Diastolic heart failure, also known as heart failure with preserved ejection fraction (HFpEF), is a type of heart failure where the left ventricular (LV) systolic function is good (ejection fraction >40%). It is characterized by a chronic heart failure syndrome but with normal LV volume and increased LV stiffness (reduced compliance). Despite the preserved ejection fraction, the cascade of increased pressures and the associated symptoms and complications are similar to other forms of heart failure, although LV dilation is less prominent.

28
Q

What are the mechanisms of diastolic heart failure?

A

In diastolic heart failure, increased LV stiffness (reduced compliance) plays a key role. This leads to increased left atrial/pulmonary venous pressures, increased pulmonary artery/right ventricle/right atrial pressures, and increased venous return (preload). The neuro-endocrine and sympathetic activations, as well as renal sodium and water retention, are similar to other forms of heart failure, leading to symptoms such as pulmonary edema and peripheral edema.

29
Q

What are the specific causes and associated conditions of LV diastolic heart failure?

A

LV diastolic heart failure is commonly seen in elderly patients and often associated with conditions such as hypertension, diabetes, and atrial fibrillation.
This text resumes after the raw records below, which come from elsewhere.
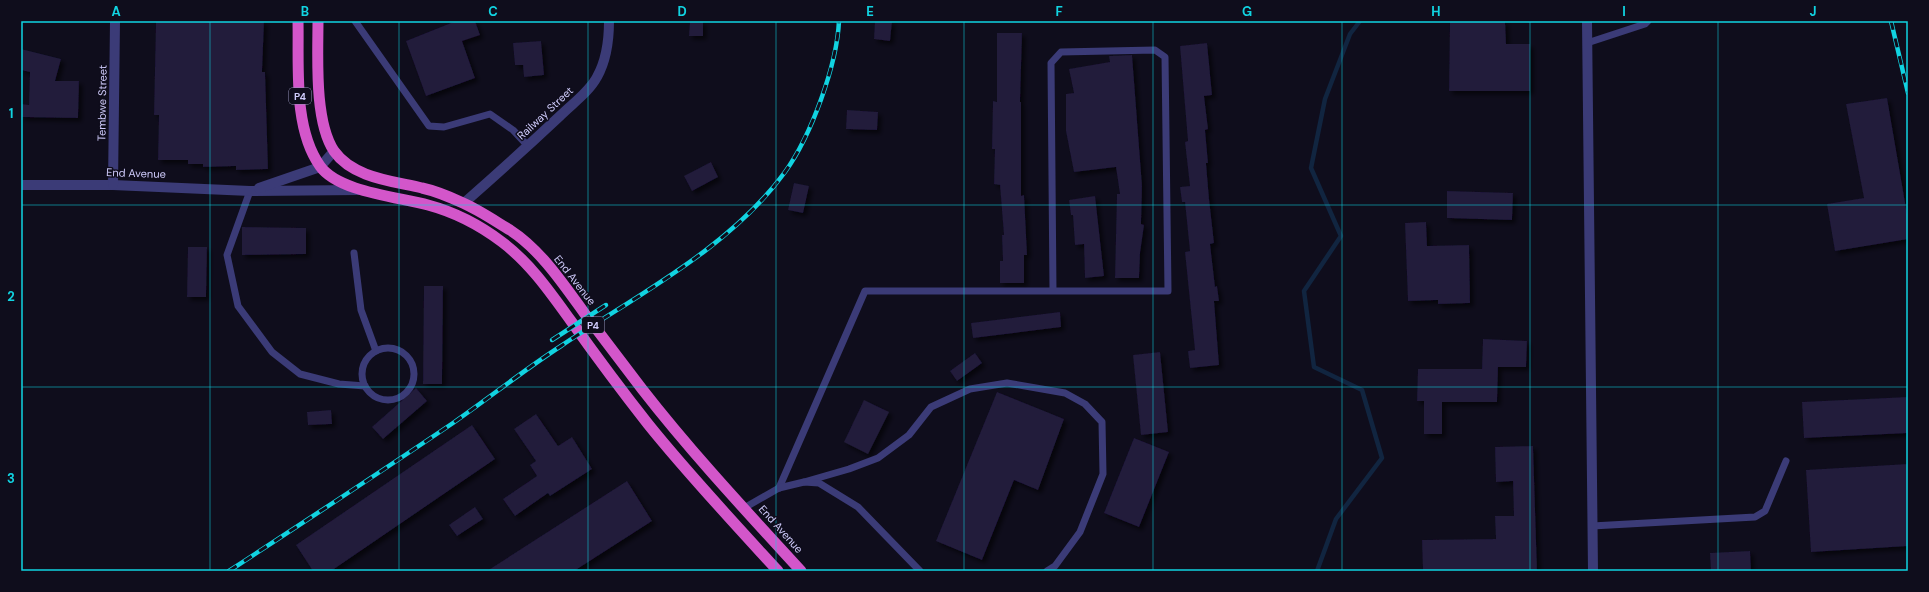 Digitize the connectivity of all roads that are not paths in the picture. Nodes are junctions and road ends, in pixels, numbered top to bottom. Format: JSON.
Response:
{"nodes":[{"id":1,"x":115,"y":21,"type":"edge"},
{"id":2,"x":298,"y":21,"type":"edge"},
{"id":3,"x":318,"y":21,"type":"edge"},
{"id":4,"x":355,"y":21,"type":"edge"},
{"id":5,"x":609,"y":21,"type":"edge"},
{"id":6,"x":1587,"y":21,"type":"edge"},
{"id":7,"x":1648,"y":21,"type":"edge"},
{"id":8,"x":1587,"y":43,"type":"junction"},
{"id":9,"x":528,"y":146,"type":"junction"},
{"id":10,"x":334,"y":151,"type":"junction"},
{"id":11,"x":320,"y":167,"type":"junction"},
{"id":12,"x":21,"y":185,"type":"edge"},
{"id":13,"x":113,"y":185,"type":"junction"},
{"id":14,"x":360,"y":190,"type":"junction"},
{"id":15,"x":250,"y":191,"type":"junction"},
{"id":16,"x":464,"y":203,"type":"junction"},
{"id":17,"x":354,"y":252,"type":"dead end"},
{"id":18,"x":1053,"y":291,"type":"junction"},
{"id":19,"x":376,"y":351,"type":"junction"},
{"id":20,"x":365,"y":386,"type":"junction"},
{"id":21,"x":1786,"y":461,"type":"dead end"},
{"id":22,"x":804,"y":482,"type":"junction"},
{"id":23,"x":779,"y":488,"type":"junction"},
{"id":24,"x":744,"y":508,"type":"junction"},
{"id":25,"x":1592,"y":526,"type":"junction"},
{"id":26,"x":778,"y":571,"type":"edge"},
{"id":27,"x":801,"y":571,"type":"edge"},
{"id":28,"x":920,"y":571,"type":"edge"},
{"id":29,"x":1047,"y":571,"type":"edge"},
{"id":30,"x":1593,"y":571,"type":"edge"}],
"edges":[{"from":1,"to":13,"type":"street","name":"Tembwe Street"},
{"from":2,"to":11,"type":"highway","number":"P4"},
{"from":3,"to":10,"type":"highway","number":"P4"},
{"from":4,"to":9,"type":"lane"},
{"from":5,"to":9,"type":"street","name":"Railway Street"},
{"from":6,"to":8,"type":"street"},
{"from":7,"to":8,"type":"lane"},
{"from":8,"to":25,"type":"street"},
{"from":9,"to":16,"type":"street","name":"Railway Street"},
{"from":10,"to":11,"type":"street","name":"End Avenue"},
{"from":10,"to":16,"type":"highway","name":"End Avenue","number":"P4"},
{"from":11,"to":14,"type":"highway","name":"End Avenue","number":"P4"},
{"from":11,"to":15,"type":"street","name":"End Avenue"},
{"from":12,"to":13,"type":"street","name":"End Avenue"},
{"from":13,"to":15,"type":"street","name":"End Avenue"},
{"from":14,"to":15,"type":"street","name":"End Avenue"},
{"from":14,"to":26,"type":"highway","name":"End Avenue","number":"P4"},
{"from":15,"to":20,"type":"lane"},
{"from":16,"to":24,"type":"highway","name":"End Avenue","number":"P4"},
{"from":17,"to":19,"type":"lane"},
{"from":18,"to":18,"type":"lane"},
{"from":18,"to":23,"type":"lane"},
{"from":19,"to":20,"type":"lane"},
{"from":19,"to":20,"type":"lane"},
{"from":21,"to":25,"type":"lane"},
{"from":22,"to":23,"type":"lane"},
{"from":22,"to":28,"type":"lane"},
{"from":22,"to":29,"type":"lane"},
{"from":23,"to":24,"type":"lane"},
{"from":24,"to":27,"type":"highway","name":"End Avenue","number":"P4"},
{"from":25,"to":30,"type":"street"}]}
It is characterized by increased LV stiffness and is classified as a restrictive cardiomyopathy. Specific causes can include amyloid heart disease, sarcoidosis, severe LV hypertrophy, hypertension, and hypertrophic cardiomyopathy.

30
Q

What are the therapeutic options for managing chronic heart failure with fluid retention?

A

For fluid retention in chronic heart failure, various medications can be used:

Loop diuretics (e.g., Furosemide) help in promoting diuresis and reducing fluid overload.
Angiotensin-converting enzyme (ACE) inhibitors (e.g., Ramipril) and angiotensin II receptor blockers (ARBs) (e.g., Losartan, Candesartan) target the renin-angiotensin-aldosterone system, reducing the production and effects of angiotensin II, which helps in fluid balance.
Aldosterone antagonists (e.g., Spironolactone) inhibit the effects of aldosterone, leading to reduced sodium and water retention.
Beta blockers (e.g., Bisoprolol) act on the sympathetic system, reducing sympathetic activity and improving overall heart function.

31
Q

What are the advanced therapeutic options for managing chronic heart failure?

A

In advanced stages of chronic heart failure, additional therapeutic options include:

SGLT-2 inhibitors (e.g., Dapagliflozin), which reduce glucose reabsorption in the kidney, leading to osmotic diuresis and improved fluid balance.
Neprilysin inhibitors (e.g., Sacubatril) are often used in combination with an angiotensin antagonist (e.g., Valsartan) to inhibit the degradation of natriuretic peptides, promoting diuresis and vasodilation.
If heart rate remains high despite optimal medical therapy, Ivabradine may be considered as a selective sinus node inhibitor to lower heart rate.

32
Q

What is the management approach for acute heart failure?

A

The management approach for acute heart failure can be remembered using the acronym “PODMAN”:

P: Position the patient in an upright or semi-upright position to help alleviate respiratory distress.
O: Administer supplemental oxygen to improve oxygenation.
D: Initiate diuretic therapy, typically with intravenous furosemide, to reduce fluid overload.
M: Consider administering morphine for pain relief and to reduce anxiety and respiratory distress.
Administer anti-emetic medication to control nausea and vomiting.
N: Administer nitrates, such as GTN spray or intravenous isosorbide mononitrate, to promote vasodilation and reduce preload.
Non-invasive ventilation, such as continuous positive airways pressure (CPAP), may also be used to support respiratory function.
Note: Beta-blockers should not be given in acute heart failure.